INFO[0028] [controlplane] Pulling Image on host [203.104.214.176]
INFO[0086] [controlplane] Successfully pulled [kube-api] image on host [203.104.214.176]
INFO[0087] [controlplane] Successfully started [kube-api] container on host [203.104.214.176]
INFO[0087] [controlplane] Pulling Image on host [203.104.214.176]
INFO[0089] [controlplane] Successfully pulled [kube-controller] image on host [203.104.214.176]
INFO[0089] [controlplane] Successfully started [kube-controller] container on host [203.104.214.176]
INFO[0090] [controlplane] Pulling Image on host [203.104.214.176]
INFO[0092] [controlplane] Successfully pulled [scheduler] image on host [203.104.214.176]
INFO[0092] [controlplane] Successfully started [scheduler] container on host [203.104.214.176]
INFO[0092] [controlplane] Successfully started Controller Plane..
INFO[0092] [worker] Building up Worker Plane..
INFO[0092] [worker] Pulling Image on host [203.104.214.176]
INFO[0095] [worker] Successfully pulled [kubelet] image on host [203.104.214.176]
INFO[0095] [worker] Successfully started [kubelet] container on host [203.104.214.176]
INFO[0095] [worker] Pulling Image on host [203.104.214.176]
INFO[0097] [worker] Successfully pulled [kube-proxy] image on host [203.104.214.176]
INFO[0098] [worker] Successfully started [kube-proxy] container on host [203.104.214.176]
INFO[0098] [worker] Pulling Image on host [203.104.227.60]
INFO[0103] [worker] Successfully pulled [nginx-proxy] image on host [203.104.227.60]
INFO[0103] [worker] Successfully started [nginx-proxy] container on host [203.104.227.60]
INFO[0103] [worker] Pulling Image on host [203.104.227.60]
INFO[0156] [worker] Successfully pulled [kubelet] image on host [203.104.227.60]
INFO[0156] [worker] Successfully started [kubelet] container on host [203.104.227.60]
INFO[0156] [worker] Pulling Image on host [203.104.227.60]
INFO[0159] [worker] Successfully pulled [kube-proxy] image on host [203.104.227.60]
INFO[0159] [worker] Successfully started [kube-proxy] container on host [203.104.227.60]
INFO[0159] [worker] Successfully started Worker Plane..
INFO[0159] [certificates] Save kubernetes certificates as secrets
INFO[0177] [certificates] Successfuly saved certificates as kubernetes secret [k8s-certs]
INFO[0177] [state] Saving cluster state to Kubernetes
INFO[0177] [state] Successfully Saved cluster state to Kubernetes ConfigMap: cluster-state
INFO[0177] [network] Setting up network plugin: calico
INFO[0177] [addons] Saving addon ConfigMap to Kubernetes
INFO[0177] [addons] Successfully Saved addon to Kubernetes ConfigMap: rke-network-plugin
INFO[0177] [addons] Executing deploy job..
INFO[0183] [addons] Setting up KubeDNS
INFO[0183] [addons] Saving addon ConfigMap to Kubernetes
INFO[0183] [addons] Successfully Saved addon to Kubernetes ConfigMap: rke-kubedns-addon
INFO[0183] [addons] Executing deploy job..
INFO[0188] [addons] KubeDNS deployed successfully..
INFO[0188] [addons] Setting up user addons..
INFO[0188] [addons] No user addons configured..
INFO[0188] Finished building Kubernetes cluster successfully

How long it takes for initial deploy will depend on your network connection because rke needs to pull the docker images, but without that it will end in a couple of minutes.

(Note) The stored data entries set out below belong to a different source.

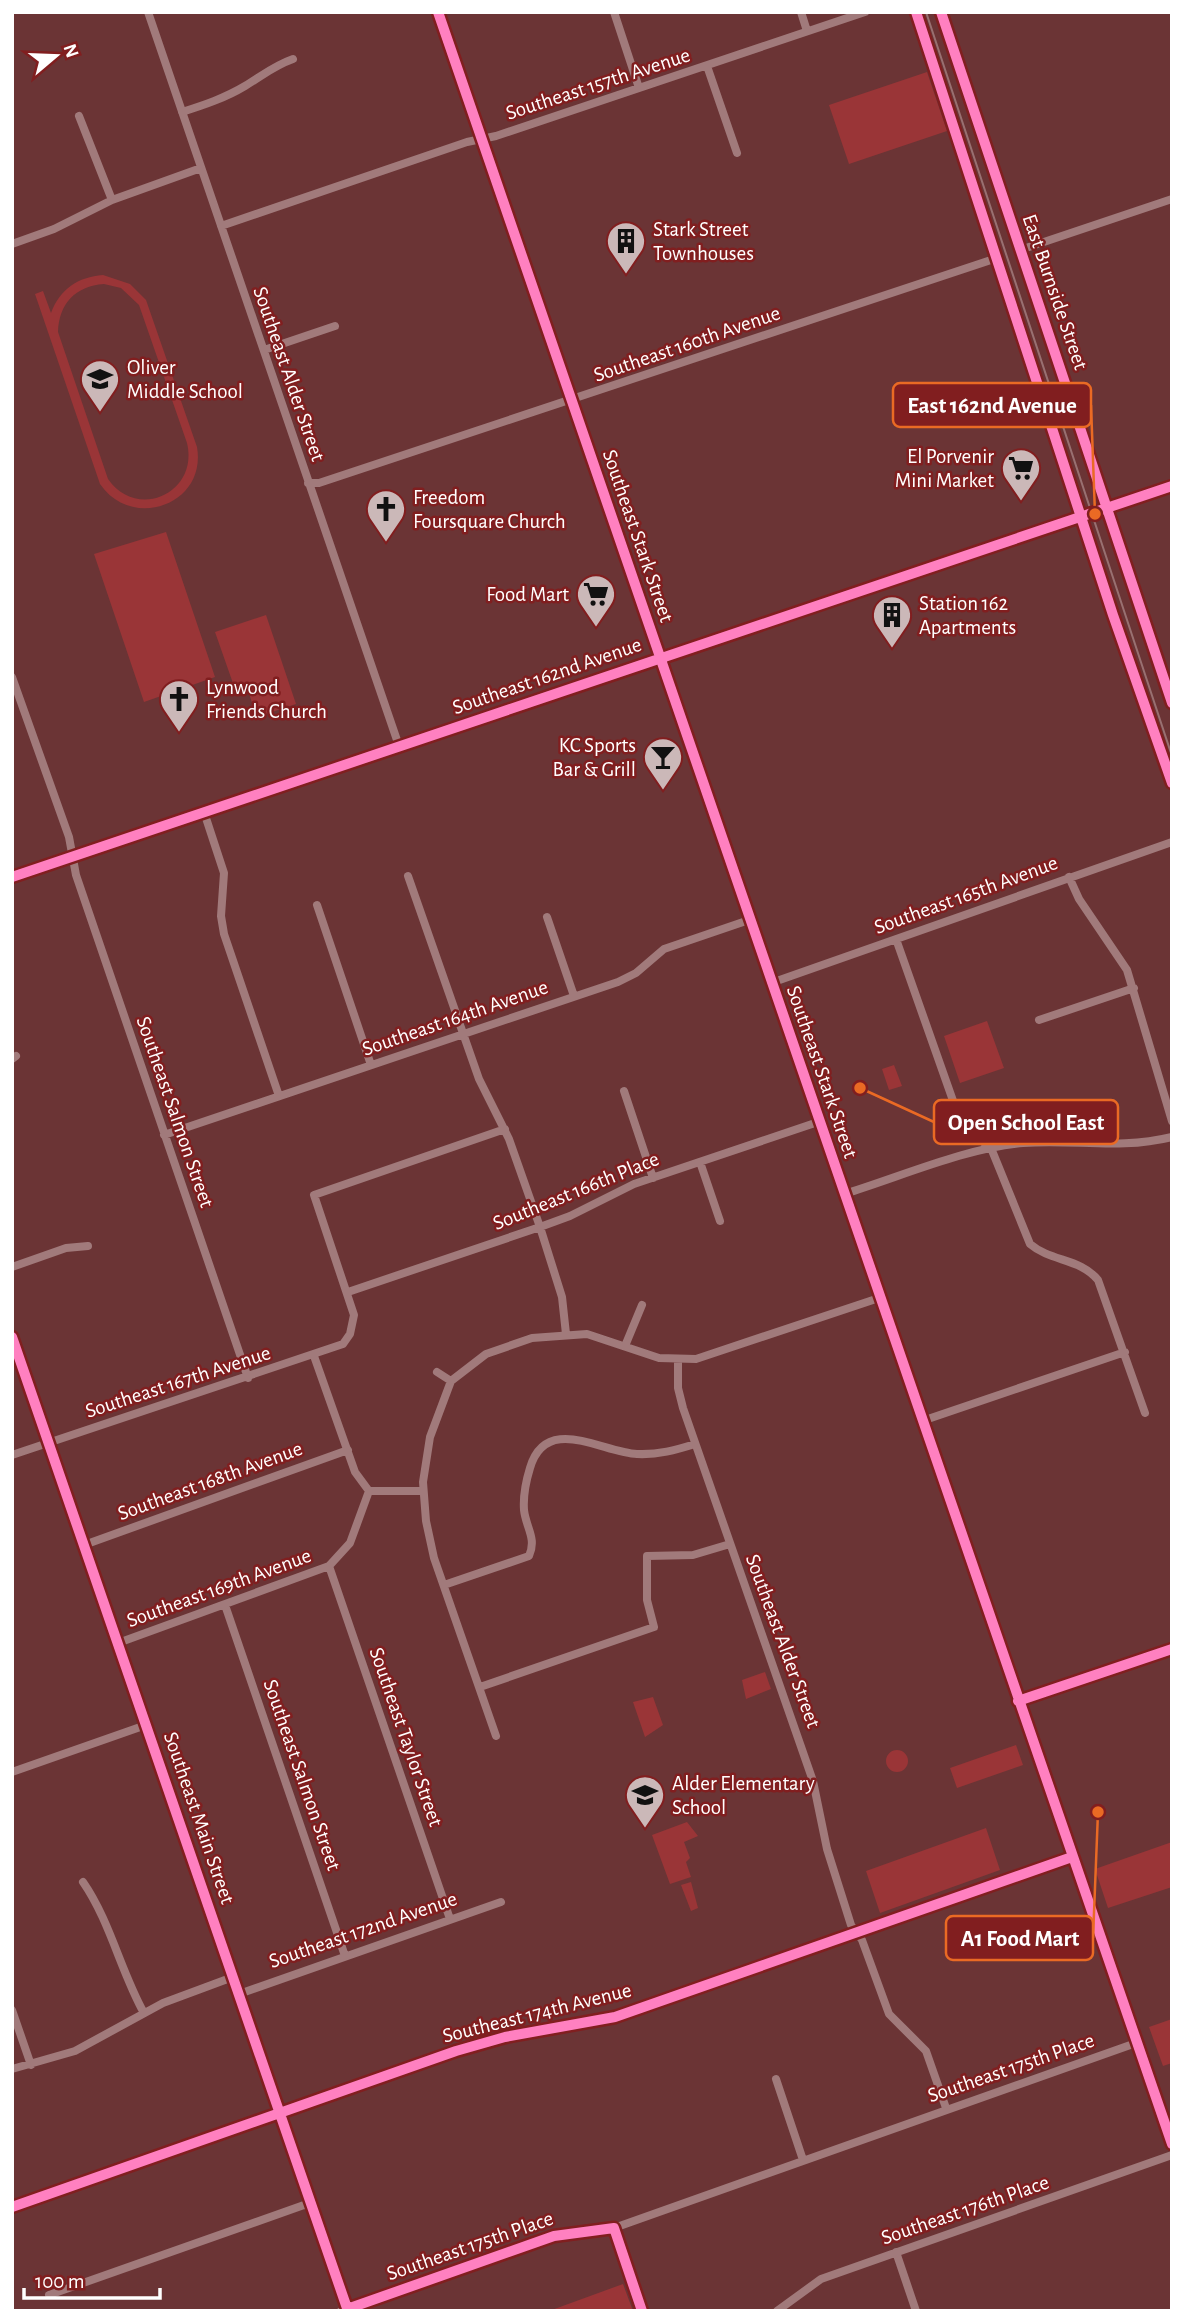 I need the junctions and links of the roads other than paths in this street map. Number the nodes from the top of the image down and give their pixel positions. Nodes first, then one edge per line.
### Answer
1 (148, 12) edge
2 (438, 12) edge
3 (614, 12) edge
4 (801, 12) edge
5 (865, 12) edge
6 (916, 12) edge
7 (942, 12) edge
8 (807, 32) junction
9 (293, 60) dead end
10 (707, 66) junction
11 (639, 88) junction
12 (182, 112) junction
13 (79, 116) dead end
14 (481, 139) junction
15 (737, 153) dead end
16 (201, 168) junction
17 (1172, 199) edge
18 (112, 200) junction
19 (221, 226) junction
20 (12, 244) edge
21 (1020, 250) junction
22 (997, 258) junction
23 (335, 326) dead end
24 (264, 350) junction
25 (571, 401) junction
26 (308, 483) junction
27 (1172, 486) edge
28 (1107, 509) junction
29 (1082, 517) junction
30 (659, 658) junction
31 (12, 677) edge
32 (1172, 703) edge
33 (399, 746) junction
34 (1172, 783) edge
35 (204, 812) junction
36 (1172, 842) edge
37 (72, 856) junction
38 (408, 876) dead end
39 (12, 877) edge
40 (1069, 877) junction
41 (317, 905) dead end
42 (547, 917) dead end
43 (749, 920) junction
44 (896, 939) junction
45 (771, 983) junction
46 (1133, 988) junction
47 (574, 996) junction
48 (1039, 1020) dead end
49 (463, 1034) junction
50 (371, 1065) junction
51 (624, 1091) dead end
52 (279, 1096) junction
53 (1172, 1121) edge
54 (818, 1122) junction
55 (505, 1129) junction
56 (1063, 1130) dead end
57 (164, 1135) junction
58 (1172, 1137) edge
59 (1062, 1142) junction
60 (991, 1148) junction
61 (700, 1162) junction
62 (653, 1178) junction
63 (844, 1194) junction
64 (720, 1221) dead end
65 (540, 1227) junction
66 (88, 1245) dead end
67 (12, 1267) edge
68 (348, 1292) junction
69 (879, 1298) junction
70 (642, 1305) dead end
71 (566, 1334) junction
72 (12, 1337) edge
73 (625, 1346) junction
74 (1125, 1352) junction
75 (314, 1356) junction
76 (678, 1360) junction
77 (437, 1372) dead end
78 (248, 1378) junction
79 (451, 1381) junction
80 (1145, 1413) dead end
81 (922, 1421) junction
82 (49, 1442) junction
83 (695, 1444) junction
84 (348, 1450) junction
85 (12, 1455) edge
86 (369, 1491) junction
87 (423, 1491) junction
88 (730, 1544) junction
89 (84, 1545) junction
90 (329, 1566) junction
91 (444, 1585) junction
92 (225, 1605) junction
93 (118, 1643) junction
94 (1172, 1649) edge
95 (480, 1687) junction
96 (1018, 1701) junction
97 (146, 1725) junction
98 (496, 1736) dead end
99 (12, 1772) edge
100 (1072, 1857) junction
101 (83, 1882) dead end
102 (500, 1902) dead end
103 (450, 1919) junction
104 (857, 1933) junction
105 (345, 1956) junction
106 (233, 1977) junction
107 (239, 1994) junction
108 (12, 2010) edge
109 (144, 2014) junction
110 (1136, 2043) junction
111 (31, 2064) junction
112 (12, 2069) edge
113 (776, 2079) dead end
114 (946, 2108) junction
115 (280, 2113) junction
116 (1172, 2144) edge
117 (1172, 2155) edge
118 (803, 2160) junction
119 (312, 2206) junction
120 (12, 2207) edge
121 (614, 2228) junction
122 (896, 2252) junction
123 (49, 2295) dead end
124 (345, 2310) edge
125 (642, 2311) edge
126 (777, 2311) edge
127 (916, 2311) edge

1 - 12 street, Southeast Alder Street
2 - 14 main road, Southeast Stark Street
3 - 11 street
4 - 8 street
5 - 8 street, Southeast 157th Avenue
6 - 22 street, East Burnside Street
7 - 21 street, East Burnside Street
8 - 10 street, Southeast 157th Avenue
9 - 12 street
10 - 11 street, Southeast 157th Avenue
10 - 15 street
11 - 14 street, Southeast 157th Avenue
12 - 16 street, Southeast Alder Street
13 - 18 street
14 - 19 street, Southeast 157th Avenue
14 - 25 main road, Southeast Stark Street
16 - 18 street
16 - 19 street, Southeast Alder Street
17 - 21 street
18 - 20 street
19 - 24 street, Southeast Alder Street
21 - 28 street, East Burnside Street
22 - 25 street, Southeast 160th Avenue
22 - 29 street, East Burnside Street
23 - 24 street
24 - 26 street, Southeast Alder Street
25 - 26 street, Southeast 160th Avenue
25 - 30 main road, Southeast Stark Street
26 - 33 street, Southeast Alder Street
27 - 28 main road, Southeast 162nd Avenue
28 - 29 main road, Southeast 162nd Avenue
28 - 32 street, East Burnside Street
29 - 30 main road, Southeast 162nd Avenue
29 - 34 street, East Burnside Street
30 - 33 main road, Southeast 162nd Avenue
30 - 43 main road, Southeast Stark Street
31 - 37 street
33 - 35 main road, Southeast 162nd Avenue
35 - 37 main road, Southeast 162nd Avenue
35 - 52 street
36 - 40 street, Southeast 165th Avenue
37 - 39 main road, Southeast 162nd Avenue
37 - 57 street, Southeast Salmon Street
38 - 49 street
40 - 44 street, Southeast 165th Avenue
40 - 46 street
41 - 50 street
42 - 47 street
43 - 45 main road, Southeast Stark Street
43 - 47 street, Southeast 164th Avenue
44 - 45 street, Southeast 165th Avenue
44 - 60 street
45 - 54 main road, Southeast Stark Street
46 - 48 street
46 - 53 street
47 - 49 street, Southeast 164th Avenue
49 - 50 street, Southeast 164th Avenue
49 - 55 street
50 - 52 street, Southeast 164th Avenue
51 - 62 street
52 - 57 street, Southeast 164th Avenue
54 - 61 street, Southeast 166th Place
54 - 63 main road, Southeast Stark Street
55 - 65 street
55 - 68 street
56 - 59 street
57 - 78 street, Southeast Salmon Street
58 - 59 street
59 - 60 street
60 - 63 street
60 - 74 street
61 - 62 street, Southeast 166th Place
61 - 64 street
62 - 65 street, Southeast 166th Place
63 - 69 main road, Southeast Stark Street
65 - 68 street, Southeast 166th Place
65 - 71 street
66 - 67 street
68 - 75 street, Southeast 167th Avenue
69 - 76 street
69 - 81 main road, Southeast Stark Street
70 - 73 street
71 - 73 street
71 - 79 street
72 - 82 street, Southeast Main Street
73 - 76 street
74 - 80 street
74 - 81 street
75 - 78 street, Southeast 167th Avenue
75 - 84 street
76 - 83 street, Southeast Alder Street
77 - 79 street
78 - 82 street, Southeast 167th Avenue
79 - 87 street
81 - 96 main road, Southeast Stark Street
82 - 85 street, Southeast 167th Avenue
82 - 89 street, Southeast Main Street
83 - 88 street, Southeast Alder Street
83 - 91 street
84 - 86 street
84 - 89 street, Southeast 168th Avenue
86 - 87 street
86 - 90 street, Southeast 169th Avenue
87 - 91 street
88 - 95 street
88 - 104 street, Southeast Alder Street
89 - 93 street, Southeast Main Street
90 - 92 street, Southeast 169th Avenue
90 - 103 street, Southeast Taylor Street
91 - 95 street
92 - 93 street, Southeast 169th Avenue
92 - 105 street, Southeast Salmon Street
93 - 97 street, Southeast Main Street
94 - 96 street
95 - 98 street
96 - 100 main road, Southeast Stark Street
97 - 99 street
97 - 106 street, Southeast Main Street
100 - 104 street, Southeast 174th Avenue
100 - 110 main road, Southeast Stark Street
101 - 109 street
102 - 103 street, Southeast 172nd Avenue
103 - 105 street, Southeast 172nd Avenue
104 - 114 street, Southeast Alder Street
104 - 115 street, Southeast 174th Avenue
105 - 107 street, Southeast 172nd Avenue
106 - 107 street, Southeast Main Street
106 - 109 street
107 - 115 street, Southeast Main Street
108 - 111 street
109 - 111 street
110 - 114 street, Southeast 175th Place
110 - 116 main road, Southeast Stark Street
111 - 112 street
113 - 118 street
114 - 118 street, Southeast 175th Place
115 - 119 street, Southeast Main Street
115 - 120 street, Southeast 174th Avenue
117 - 122 street, Southeast 176th Place
118 - 121 street, Southeast 175th Place
119 - 123 street
119 - 124 street, Southeast Main Street
121 - 124 street, Southeast 175th Place
121 - 125 street
122 - 126 street, Southeast 176th Place
122 - 127 street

After you see Finished building Kubernetes cluster successfully, you should see a file called .kube_config_cluster.yml. You can use kubectl with this config. Confirm that your nodes are working with the following command:

kubectl --kubeconfig .kube_config_cluster.yml get all --all-namespaces

You should get all information about your kubernetes cluster.

Wrap Up

Pretty simple wasn’t it? You can easily create a kubernetes cluster even with an environment at your house (which I did). Part 1 focused on creating a kubernetes cluster. In Part 2 I’d like to deploy OpenFaaS on top of it.